E se o mundo tal como o conhecemos mudasse radicalmente amanhã? Existe um relógio que se cose em luas, um tempo em que o suicídio aparece muitas vezes como única forma de resistência. Este é o tempo de pensar a história – “A História de uma Serva”. Previno-vos: se procuram um livro para entreter não se aventurem nestas páginas. Não é um livro fácil e não pretende ser agradável. Há uma agonia que as palavras não confessam, mas flores ainda são permitidas.
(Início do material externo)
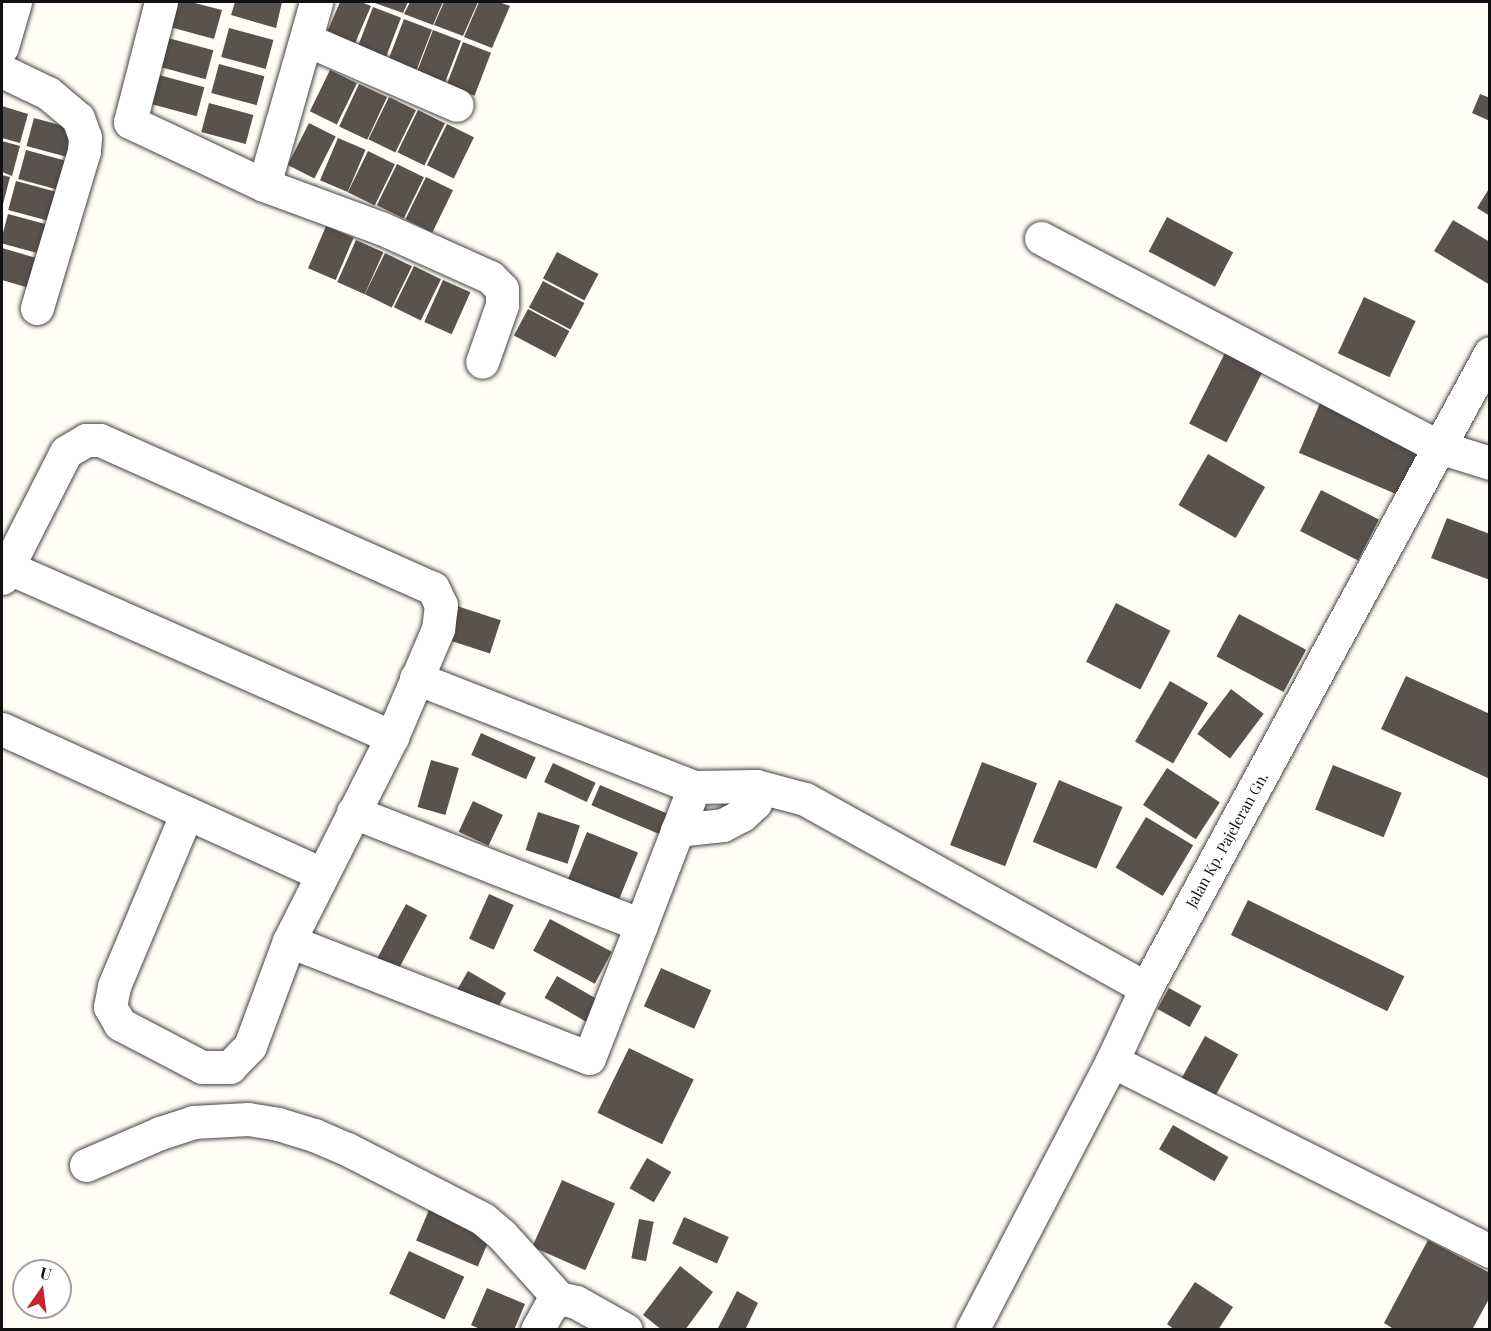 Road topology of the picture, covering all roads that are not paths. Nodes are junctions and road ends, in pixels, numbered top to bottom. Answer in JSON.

A narradora Offred vive um nome que não é o seu, um espaço branco que o jornal não escreve. Atada ao próprio corpo, a serva é vista como um mero útero. Mas como chegou até aqui, se outrora possuía um tecto, um emprego, uma melhor amiga, um Luke e uma filha? Este sistema opressor acontece algures no século XXI, numa América que deixou de ser América para passar a ser a República de Gilead, onde os desastres ecológicos somam as suas consequências, e as mulheres vêm os seus direitos desvanecerem-se aos poucos: «Sei onde estou, e quem sou, e que dia é hoje. Esses são os testes, e estou sã. A sanidade é um bem valioso».
Do lado de fora, Gilead é um cenário perfeito e algumas verdades são assumidas como absolutas: os homens são sempre férteis, todos os sons proibidos foram destruídos, e mulheres não podem ler nem escrever. Mas é preciso notar que aqui não são apenas os homens que oprimem as mulheres, as mulheres também oprimem outras mulheres. As cores confinam-nas assim a trabalhos domésticos: as Esposas (de azul) sujeitam-se a receber as servas e a assistir às relações sexuais que elas mantêm com os seus maridos, as Servas (de vermelho) dão os seus úteros em troca de sobrevivência, as Filhas (de branco inocente), as Tias (de castanho militar) são as formadoras das servas, as Martas (de verde) estão lá para servir as Esposas da elite, as Econoesposas (de vestidos listrados e roupas de azul, verde e vermelho) casadas com homens pobres vivem à margem da sociedade, e as Não Mulheres (de cinzento) que, por contrariarem o sistema, são enviadas para as Colónias ou atiradas para o Muro. Os Comandantes e os Olhos (de preto) são respeitados até na obscuridade.
No desfecho a história transpõe-se para lá de 1985 e a ambiguidade dobra-nos meio sorriso, meia lágrima. Estaria Margaret Atwood a tentar desvelar-nos uma nova Scheherazade? Uma Hannah Arendt? As interpretações serão muitas, mas quem tiver curiosidade prepare-se para tactear um abismo extremo, não esquecendo que uma realidade que não nos atinge é igualmente uma realidade.
Melanie Alves*
* A autora escreve de acordo com a antiga ortografia.